Developer(s) Atari Games
Publisher(s) Tengen
Distributor(s) Atari Games
Designer(s) Ed Logg, Kelly Turner, Norm Avellar
Composer(s) Brad Fuller
Series Tetris
Platform(s) Arcade, Nintendo Entertainment System (NES)
Release Arcade
  • NA: 1988
Nintendo Entertainment System
  • NA: May 1989
Genre(s) Puzzle
Mode(s) Single-player
Multiplayer (up to two players)

Tetris (styled TETЯIS) is a puzzle game developed by Atari Games and originally released for arcades in 1988. Based on Alexey Pajitnov's Tetris, Atari's version features the same gameplay as the computer editions of the game, as players must stack differently shaped falling blocks to form and eliminate horizontal lines from the playing field. The game features several difficulty levels and two-player simultaneous play.
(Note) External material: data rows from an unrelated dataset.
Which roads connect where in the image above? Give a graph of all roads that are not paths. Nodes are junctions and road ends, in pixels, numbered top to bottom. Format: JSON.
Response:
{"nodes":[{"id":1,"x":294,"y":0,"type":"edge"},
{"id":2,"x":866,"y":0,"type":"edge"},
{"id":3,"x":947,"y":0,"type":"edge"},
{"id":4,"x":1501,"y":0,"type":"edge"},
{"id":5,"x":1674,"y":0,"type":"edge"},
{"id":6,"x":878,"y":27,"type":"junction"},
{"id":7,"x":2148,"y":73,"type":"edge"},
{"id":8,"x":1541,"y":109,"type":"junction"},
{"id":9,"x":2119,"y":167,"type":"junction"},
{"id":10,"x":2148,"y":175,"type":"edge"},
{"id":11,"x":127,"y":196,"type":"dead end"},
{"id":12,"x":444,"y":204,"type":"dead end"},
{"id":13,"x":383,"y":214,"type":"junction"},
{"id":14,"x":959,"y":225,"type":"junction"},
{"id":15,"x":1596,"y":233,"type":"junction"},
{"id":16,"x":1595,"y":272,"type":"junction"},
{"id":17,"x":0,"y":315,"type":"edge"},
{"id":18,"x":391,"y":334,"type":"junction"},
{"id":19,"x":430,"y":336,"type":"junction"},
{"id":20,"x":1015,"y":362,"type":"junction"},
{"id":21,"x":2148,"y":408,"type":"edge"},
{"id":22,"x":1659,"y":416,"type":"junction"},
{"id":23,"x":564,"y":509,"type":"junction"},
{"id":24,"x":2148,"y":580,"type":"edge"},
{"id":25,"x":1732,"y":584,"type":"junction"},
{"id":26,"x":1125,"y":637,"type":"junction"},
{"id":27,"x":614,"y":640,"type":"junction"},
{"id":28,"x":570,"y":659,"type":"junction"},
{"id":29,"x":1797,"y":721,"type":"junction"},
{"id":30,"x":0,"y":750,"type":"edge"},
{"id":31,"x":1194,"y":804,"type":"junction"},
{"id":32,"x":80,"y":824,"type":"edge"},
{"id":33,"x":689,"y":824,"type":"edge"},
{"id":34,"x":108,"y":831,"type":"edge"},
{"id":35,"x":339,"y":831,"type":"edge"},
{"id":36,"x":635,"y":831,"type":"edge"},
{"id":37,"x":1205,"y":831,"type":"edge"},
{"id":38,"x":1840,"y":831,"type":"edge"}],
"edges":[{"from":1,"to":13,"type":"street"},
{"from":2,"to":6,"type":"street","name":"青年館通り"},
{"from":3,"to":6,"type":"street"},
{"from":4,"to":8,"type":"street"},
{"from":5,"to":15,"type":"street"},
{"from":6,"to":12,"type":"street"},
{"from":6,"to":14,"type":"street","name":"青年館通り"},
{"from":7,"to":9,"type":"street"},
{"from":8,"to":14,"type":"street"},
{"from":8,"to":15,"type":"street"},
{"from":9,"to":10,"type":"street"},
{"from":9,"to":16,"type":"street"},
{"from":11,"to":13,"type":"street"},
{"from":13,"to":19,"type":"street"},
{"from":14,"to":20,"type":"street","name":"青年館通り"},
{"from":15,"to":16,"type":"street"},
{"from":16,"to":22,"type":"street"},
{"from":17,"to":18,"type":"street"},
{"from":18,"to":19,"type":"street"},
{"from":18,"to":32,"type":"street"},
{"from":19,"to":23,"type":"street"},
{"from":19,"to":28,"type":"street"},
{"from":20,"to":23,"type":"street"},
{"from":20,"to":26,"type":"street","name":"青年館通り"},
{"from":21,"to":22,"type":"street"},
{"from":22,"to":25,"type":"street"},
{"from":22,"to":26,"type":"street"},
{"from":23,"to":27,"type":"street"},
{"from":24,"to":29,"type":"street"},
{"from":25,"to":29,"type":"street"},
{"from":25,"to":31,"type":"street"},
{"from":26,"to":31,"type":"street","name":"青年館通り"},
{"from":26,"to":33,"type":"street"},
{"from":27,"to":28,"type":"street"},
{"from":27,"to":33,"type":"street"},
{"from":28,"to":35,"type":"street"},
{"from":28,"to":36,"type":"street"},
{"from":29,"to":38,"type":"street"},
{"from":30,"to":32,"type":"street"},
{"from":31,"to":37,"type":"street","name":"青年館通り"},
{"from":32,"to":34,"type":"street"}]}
Atari later ported the game to the Nintendo Entertainment System (NES) and released an unlicensed NES version in 1989 under its Tengen brand. However, there were issues with the title's publishing rights. After much legal wrangling, Nintendo itself ended up with the rights to publish console versions of Tetris, leaving Atari with only the rights to arcade versions. As a result, the Tengen game was only on the shelf for four weeks before Atari was legally required to recall the game and destroy any remaining inventory of its NES version.

Nintendo produced its own version for the Game Boy as well as the NES. Both versions were commercially successful and Nintendo held the Tetris license for many years. With less than 100,000 copies known to exist, the Tengen release has since become a collector's item, due to its short time on the market. Various publications have since noted that Tengen's Tetris was in some ways superior to the official NES release, especially since the Tengen game featured a two-player simultaneous mode not available in Nintendo's game.

In 1988, Soviet Academy of Sciences researcher Alexey Pajitnov alongside Dmitry Pavlovsky and Vadim Gerasimov developed Tetris out of a desire to create a two-player puzzle game, and the game spread commercially amongst computers. Mirrorsoft president Robert Stein approached Pajitnov with an offer to distribute Tetris worldwide, and secured the rights to license the title, which were in turn granted to Spectrum HoloByte. After seeing the game run on an Atari ST, programmer Ed Logg petitioned Atari Games to license it, and approached Stein. With the rights secured, Atari Games produced an arcade version of Tetris, and under their Tengen brand name began development to port the title to the Nintendo Entertainment System (NES) in May 1989.